Aim of the exercise:
Your task is to retype every entry exactly, omitting nothing.

%%

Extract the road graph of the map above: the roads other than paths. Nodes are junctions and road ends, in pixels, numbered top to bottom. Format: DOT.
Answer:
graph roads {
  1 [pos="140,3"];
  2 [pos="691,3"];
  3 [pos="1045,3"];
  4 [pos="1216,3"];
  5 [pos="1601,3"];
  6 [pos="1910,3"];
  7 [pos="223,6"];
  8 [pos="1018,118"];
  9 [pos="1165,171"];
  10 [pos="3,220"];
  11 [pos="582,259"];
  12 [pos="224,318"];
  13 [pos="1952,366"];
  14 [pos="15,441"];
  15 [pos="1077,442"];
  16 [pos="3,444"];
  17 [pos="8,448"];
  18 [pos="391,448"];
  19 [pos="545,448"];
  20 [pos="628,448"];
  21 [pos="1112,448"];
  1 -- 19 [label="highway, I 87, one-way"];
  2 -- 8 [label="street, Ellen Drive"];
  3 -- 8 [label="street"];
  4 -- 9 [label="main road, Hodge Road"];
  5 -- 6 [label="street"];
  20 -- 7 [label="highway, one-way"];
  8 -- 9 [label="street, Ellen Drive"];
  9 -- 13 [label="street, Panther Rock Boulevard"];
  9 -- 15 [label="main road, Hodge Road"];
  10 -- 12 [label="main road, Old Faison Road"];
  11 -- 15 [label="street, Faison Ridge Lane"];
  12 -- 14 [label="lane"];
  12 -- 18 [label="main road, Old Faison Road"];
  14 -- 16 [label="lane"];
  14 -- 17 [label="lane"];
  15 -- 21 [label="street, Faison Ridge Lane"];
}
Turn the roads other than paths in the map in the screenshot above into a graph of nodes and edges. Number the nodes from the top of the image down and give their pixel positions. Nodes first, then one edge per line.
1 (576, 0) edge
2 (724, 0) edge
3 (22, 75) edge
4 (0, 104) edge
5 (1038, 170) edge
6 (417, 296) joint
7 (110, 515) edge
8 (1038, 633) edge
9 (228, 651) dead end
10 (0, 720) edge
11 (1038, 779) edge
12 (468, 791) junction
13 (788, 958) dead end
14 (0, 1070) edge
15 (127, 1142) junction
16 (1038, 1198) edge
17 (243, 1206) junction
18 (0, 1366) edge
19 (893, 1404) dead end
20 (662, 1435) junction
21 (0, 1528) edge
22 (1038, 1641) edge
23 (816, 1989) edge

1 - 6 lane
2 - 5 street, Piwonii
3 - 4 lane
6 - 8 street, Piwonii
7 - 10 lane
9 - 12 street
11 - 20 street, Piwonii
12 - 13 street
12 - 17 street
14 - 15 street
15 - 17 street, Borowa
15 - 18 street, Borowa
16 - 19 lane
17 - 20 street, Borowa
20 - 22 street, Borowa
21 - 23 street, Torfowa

%%

Task output:
Extract the road graph of the map above: the roads other than paths. Nodes are junctions and road ends, in pixels, numbered top to bottom. Format: DOT.
Answer:
graph roads {
  1 [pos="140,3"];
  2 [pos="691,3"];
  3 [pos="1045,3"];
  4 [pos="1216,3"];
  5 [pos="1601,3"];
  6 [pos="1910,3"];
  7 [pos="223,6"];
  8 [pos="1018,118"];
  9 [pos="1165,171"];
  10 [pos="3,220"];
  11 [pos="582,259"];
  12 [pos="224,318"];
  13 [pos="1952,366"];
  14 [pos="15,441"];
  15 [pos="1077,442"];
  16 [pos="3,444"];
  17 [pos="8,448"];
  18 [pos="391,448"];
  19 [pos="545,448"];
  20 [pos="628,448"];
  21 [pos="1112,448"];
  1 -- 19 [label="highway, I 87, one-way"];
  2 -- 8 [label="street, Ellen Drive"];
  3 -- 8 [label="street"];
  4 -- 9 [label="main road, Hodge Road"];
  5 -- 6 [label="street"];
  20 -- 7 [label="highway, one-way"];
  8 -- 9 [label="street, Ellen Drive"];
  9 -- 13 [label="street, Panther Rock Boulevard"];
  9 -- 15 [label="main road, Hodge Road"];
  10 -- 12 [label="main road, Old Faison Road"];
  11 -- 15 [label="street, Faison Ridge Lane"];
  12 -- 14 [label="lane"];
  12 -- 18 [label="main road, Old Faison Road"];
  14 -- 16 [label="lane"];
  14 -- 17 [label="lane"];
  15 -- 21 [label="street, Faison Ridge Lane"];
}
Turn the roads other than paths in the map in the screenshot above into a graph of nodes and edges. Number the nodes from the top of the image down and give their pixel positions. Nodes first, then one edge per line.
1 (576, 0) edge
2 (724, 0) edge
3 (22, 75) edge
4 (0, 104) edge
5 (1038, 170) edge
6 (417, 296) joint
7 (110, 515) edge
8 (1038, 633) edge
9 (228, 651) dead end
10 (0, 720) edge
11 (1038, 779) edge
12 (468, 791) junction
13 (788, 958) dead end
14 (0, 1070) edge
15 (127, 1142) junction
16 (1038, 1198) edge
17 (243, 1206) junction
18 (0, 1366) edge
19 (893, 1404) dead end
20 (662, 1435) junction
21 (0, 1528) edge
22 (1038, 1641) edge
23 (816, 1989) edge

1 - 6 lane
2 - 5 street, Piwonii
3 - 4 lane
6 - 8 street, Piwonii
7 - 10 lane
9 - 12 street
11 - 20 street, Piwonii
12 - 13 street
12 - 17 street
14 - 15 street
15 - 17 street, Borowa
15 - 18 street, Borowa
16 - 19 lane
17 - 20 street, Borowa
20 - 22 street, Borowa
21 - 23 street, Torfowa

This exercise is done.